PROMPT: Tally the lines below that contain "Carnot" and reply with only the tally.

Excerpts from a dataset
——
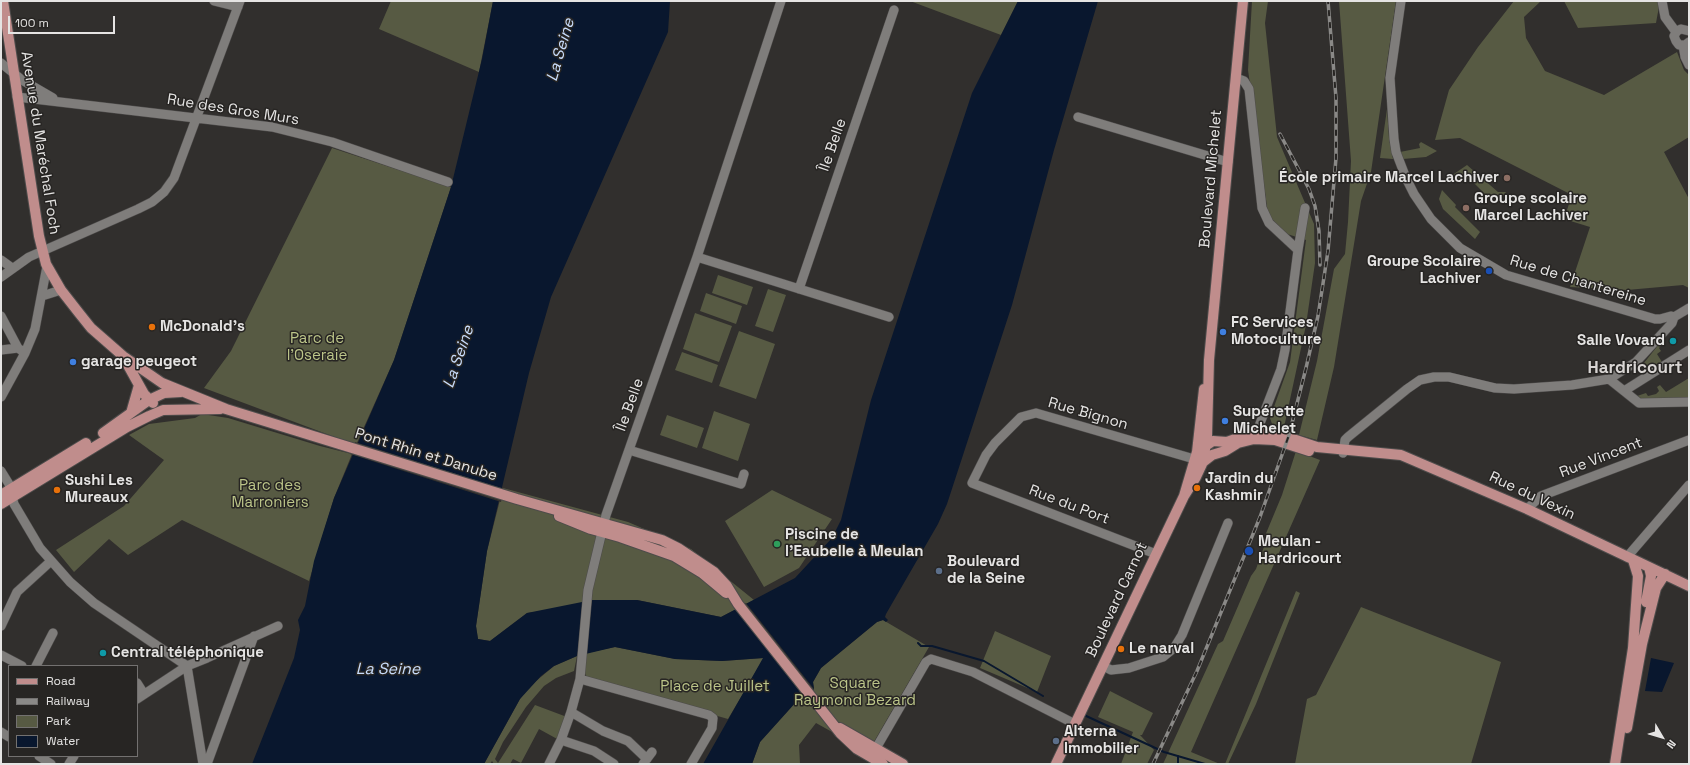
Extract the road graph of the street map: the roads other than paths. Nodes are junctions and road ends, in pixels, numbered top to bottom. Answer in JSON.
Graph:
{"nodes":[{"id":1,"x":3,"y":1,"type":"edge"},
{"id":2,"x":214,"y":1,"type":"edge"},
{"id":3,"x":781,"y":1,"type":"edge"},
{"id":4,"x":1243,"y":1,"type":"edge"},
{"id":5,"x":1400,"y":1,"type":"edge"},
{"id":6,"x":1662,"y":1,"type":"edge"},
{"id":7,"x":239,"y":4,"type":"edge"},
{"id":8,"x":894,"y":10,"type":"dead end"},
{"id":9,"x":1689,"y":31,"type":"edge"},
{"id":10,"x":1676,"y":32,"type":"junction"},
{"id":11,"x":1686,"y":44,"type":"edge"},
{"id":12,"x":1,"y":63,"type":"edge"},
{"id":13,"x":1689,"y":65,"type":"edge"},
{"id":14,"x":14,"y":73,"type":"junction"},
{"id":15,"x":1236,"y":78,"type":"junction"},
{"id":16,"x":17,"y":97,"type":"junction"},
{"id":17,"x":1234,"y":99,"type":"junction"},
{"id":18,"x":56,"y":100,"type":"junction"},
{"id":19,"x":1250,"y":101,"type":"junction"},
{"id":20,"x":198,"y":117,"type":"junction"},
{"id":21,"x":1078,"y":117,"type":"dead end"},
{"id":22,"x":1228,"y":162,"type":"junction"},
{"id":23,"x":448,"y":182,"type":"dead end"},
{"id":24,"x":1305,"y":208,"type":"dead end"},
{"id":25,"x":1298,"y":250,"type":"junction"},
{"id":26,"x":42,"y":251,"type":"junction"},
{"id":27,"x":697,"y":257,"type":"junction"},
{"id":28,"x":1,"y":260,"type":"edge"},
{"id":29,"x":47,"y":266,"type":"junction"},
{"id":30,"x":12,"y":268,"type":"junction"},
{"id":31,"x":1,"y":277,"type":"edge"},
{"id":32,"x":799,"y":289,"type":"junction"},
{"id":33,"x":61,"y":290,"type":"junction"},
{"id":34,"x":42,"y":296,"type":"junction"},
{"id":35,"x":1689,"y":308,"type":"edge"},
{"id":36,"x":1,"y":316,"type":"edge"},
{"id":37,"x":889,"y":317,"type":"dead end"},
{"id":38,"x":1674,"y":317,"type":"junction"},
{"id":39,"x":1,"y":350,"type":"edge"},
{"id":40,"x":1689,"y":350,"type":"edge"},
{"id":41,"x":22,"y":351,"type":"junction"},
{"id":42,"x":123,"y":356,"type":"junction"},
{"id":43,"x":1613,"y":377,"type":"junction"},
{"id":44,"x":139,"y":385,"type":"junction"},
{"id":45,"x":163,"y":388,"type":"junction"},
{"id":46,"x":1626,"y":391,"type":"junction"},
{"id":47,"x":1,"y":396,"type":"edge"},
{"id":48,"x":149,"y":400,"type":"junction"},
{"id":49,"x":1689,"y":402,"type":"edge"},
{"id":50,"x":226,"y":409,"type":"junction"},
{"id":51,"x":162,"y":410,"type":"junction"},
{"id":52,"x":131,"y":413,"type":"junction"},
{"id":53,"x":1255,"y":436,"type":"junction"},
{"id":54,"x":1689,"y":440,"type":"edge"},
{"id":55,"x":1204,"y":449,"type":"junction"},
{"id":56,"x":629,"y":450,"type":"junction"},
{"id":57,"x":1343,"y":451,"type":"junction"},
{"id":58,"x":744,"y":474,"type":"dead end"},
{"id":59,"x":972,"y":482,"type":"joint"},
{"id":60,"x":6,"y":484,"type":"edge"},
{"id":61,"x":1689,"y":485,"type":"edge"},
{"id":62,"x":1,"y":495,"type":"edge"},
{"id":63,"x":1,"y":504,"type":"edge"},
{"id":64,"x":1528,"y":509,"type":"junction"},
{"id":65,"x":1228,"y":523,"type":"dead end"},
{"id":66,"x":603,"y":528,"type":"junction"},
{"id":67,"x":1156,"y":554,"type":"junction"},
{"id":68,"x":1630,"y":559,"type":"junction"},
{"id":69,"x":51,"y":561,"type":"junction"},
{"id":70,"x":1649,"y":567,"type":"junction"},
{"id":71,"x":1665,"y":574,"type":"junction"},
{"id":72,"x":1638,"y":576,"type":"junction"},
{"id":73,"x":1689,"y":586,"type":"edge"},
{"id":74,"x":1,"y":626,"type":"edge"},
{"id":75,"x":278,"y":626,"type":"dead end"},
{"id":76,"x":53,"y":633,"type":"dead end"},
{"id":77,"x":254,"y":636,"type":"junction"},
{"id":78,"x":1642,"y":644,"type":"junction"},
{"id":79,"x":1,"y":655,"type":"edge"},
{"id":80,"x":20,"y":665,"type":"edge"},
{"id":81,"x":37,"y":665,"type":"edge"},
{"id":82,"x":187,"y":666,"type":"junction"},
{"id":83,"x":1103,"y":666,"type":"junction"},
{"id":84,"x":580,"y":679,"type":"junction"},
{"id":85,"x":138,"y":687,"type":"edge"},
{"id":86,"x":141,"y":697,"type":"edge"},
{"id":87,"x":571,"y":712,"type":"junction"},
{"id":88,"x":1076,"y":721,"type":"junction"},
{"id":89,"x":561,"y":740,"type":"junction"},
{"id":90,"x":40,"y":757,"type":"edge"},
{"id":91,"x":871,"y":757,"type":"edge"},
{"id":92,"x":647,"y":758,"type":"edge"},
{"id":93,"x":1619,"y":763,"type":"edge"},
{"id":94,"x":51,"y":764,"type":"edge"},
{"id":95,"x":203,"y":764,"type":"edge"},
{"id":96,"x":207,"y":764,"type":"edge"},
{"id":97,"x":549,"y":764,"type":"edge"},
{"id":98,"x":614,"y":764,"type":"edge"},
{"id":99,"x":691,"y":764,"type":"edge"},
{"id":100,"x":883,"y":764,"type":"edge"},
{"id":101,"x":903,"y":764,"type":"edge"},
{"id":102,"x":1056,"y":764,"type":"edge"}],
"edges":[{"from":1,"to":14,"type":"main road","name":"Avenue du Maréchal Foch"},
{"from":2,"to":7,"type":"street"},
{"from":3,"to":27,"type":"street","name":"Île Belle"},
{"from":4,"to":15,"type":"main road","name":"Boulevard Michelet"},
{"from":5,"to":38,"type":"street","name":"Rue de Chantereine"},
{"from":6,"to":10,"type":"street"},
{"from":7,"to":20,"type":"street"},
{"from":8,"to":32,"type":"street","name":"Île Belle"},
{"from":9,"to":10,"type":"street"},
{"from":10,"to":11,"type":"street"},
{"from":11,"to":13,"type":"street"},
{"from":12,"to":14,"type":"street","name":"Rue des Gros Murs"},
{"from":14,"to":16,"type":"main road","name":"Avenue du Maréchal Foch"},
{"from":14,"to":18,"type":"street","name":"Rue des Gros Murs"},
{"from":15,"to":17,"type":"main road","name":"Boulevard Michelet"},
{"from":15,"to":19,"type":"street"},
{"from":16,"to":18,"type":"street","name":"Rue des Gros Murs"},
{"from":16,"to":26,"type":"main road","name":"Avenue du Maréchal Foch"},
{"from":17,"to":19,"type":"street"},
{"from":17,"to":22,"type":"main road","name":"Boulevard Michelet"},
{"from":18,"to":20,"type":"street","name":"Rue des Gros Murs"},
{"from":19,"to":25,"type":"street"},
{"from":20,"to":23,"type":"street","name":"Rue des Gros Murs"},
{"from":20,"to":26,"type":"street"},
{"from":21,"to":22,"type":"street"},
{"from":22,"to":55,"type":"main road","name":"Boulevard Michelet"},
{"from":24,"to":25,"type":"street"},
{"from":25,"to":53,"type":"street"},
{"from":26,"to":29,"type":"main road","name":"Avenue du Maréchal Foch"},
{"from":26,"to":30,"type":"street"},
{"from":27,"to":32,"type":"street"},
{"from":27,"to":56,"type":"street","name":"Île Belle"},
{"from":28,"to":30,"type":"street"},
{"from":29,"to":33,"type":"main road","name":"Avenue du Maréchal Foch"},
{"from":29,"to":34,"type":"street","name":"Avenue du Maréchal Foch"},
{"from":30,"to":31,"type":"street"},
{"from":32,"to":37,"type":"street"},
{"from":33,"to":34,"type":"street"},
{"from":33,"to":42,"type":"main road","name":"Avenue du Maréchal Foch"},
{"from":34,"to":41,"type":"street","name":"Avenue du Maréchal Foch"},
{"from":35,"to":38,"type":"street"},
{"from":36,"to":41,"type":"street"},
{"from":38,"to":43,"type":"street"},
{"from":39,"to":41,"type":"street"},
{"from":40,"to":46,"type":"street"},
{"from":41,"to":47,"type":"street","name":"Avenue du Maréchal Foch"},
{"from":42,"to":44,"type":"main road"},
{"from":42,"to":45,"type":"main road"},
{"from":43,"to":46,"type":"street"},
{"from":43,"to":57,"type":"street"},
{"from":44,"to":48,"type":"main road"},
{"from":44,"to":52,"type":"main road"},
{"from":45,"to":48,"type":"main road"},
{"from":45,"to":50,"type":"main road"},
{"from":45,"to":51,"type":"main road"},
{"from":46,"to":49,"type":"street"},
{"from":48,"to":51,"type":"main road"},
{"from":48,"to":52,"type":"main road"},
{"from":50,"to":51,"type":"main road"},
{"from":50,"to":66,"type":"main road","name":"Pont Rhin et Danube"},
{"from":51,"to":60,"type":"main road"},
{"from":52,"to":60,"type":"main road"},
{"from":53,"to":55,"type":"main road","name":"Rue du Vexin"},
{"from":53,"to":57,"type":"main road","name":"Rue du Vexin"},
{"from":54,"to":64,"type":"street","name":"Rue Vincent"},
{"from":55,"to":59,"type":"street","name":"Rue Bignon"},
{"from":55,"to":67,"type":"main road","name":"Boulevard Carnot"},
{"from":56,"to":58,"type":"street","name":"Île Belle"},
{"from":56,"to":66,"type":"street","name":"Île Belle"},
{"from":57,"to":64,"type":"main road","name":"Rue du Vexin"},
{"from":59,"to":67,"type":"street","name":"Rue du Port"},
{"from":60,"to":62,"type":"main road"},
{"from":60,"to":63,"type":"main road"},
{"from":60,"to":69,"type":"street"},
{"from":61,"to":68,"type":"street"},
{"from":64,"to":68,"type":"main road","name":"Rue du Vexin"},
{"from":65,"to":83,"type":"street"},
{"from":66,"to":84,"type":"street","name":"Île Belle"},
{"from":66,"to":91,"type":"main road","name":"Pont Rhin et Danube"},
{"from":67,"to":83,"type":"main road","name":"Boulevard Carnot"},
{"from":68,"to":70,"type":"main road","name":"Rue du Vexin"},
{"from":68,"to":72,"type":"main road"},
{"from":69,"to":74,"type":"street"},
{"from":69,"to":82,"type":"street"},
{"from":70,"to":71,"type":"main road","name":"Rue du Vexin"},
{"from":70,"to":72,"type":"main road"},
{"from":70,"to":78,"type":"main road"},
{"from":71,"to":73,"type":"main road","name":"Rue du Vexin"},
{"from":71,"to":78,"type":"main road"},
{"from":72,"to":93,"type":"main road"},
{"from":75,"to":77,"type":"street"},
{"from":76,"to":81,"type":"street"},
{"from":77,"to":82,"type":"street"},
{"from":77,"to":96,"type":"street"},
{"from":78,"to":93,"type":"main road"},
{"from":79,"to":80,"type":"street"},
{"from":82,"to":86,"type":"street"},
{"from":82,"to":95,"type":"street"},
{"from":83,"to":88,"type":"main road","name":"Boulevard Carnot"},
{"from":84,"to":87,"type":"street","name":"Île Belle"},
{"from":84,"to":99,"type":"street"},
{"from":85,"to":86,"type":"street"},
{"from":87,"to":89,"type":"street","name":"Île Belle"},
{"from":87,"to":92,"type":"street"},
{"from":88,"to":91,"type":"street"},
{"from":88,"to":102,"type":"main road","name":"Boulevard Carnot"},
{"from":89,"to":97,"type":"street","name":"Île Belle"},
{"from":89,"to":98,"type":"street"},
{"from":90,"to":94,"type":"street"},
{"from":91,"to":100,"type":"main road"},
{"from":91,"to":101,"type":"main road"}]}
——
ANSWER BOX: 4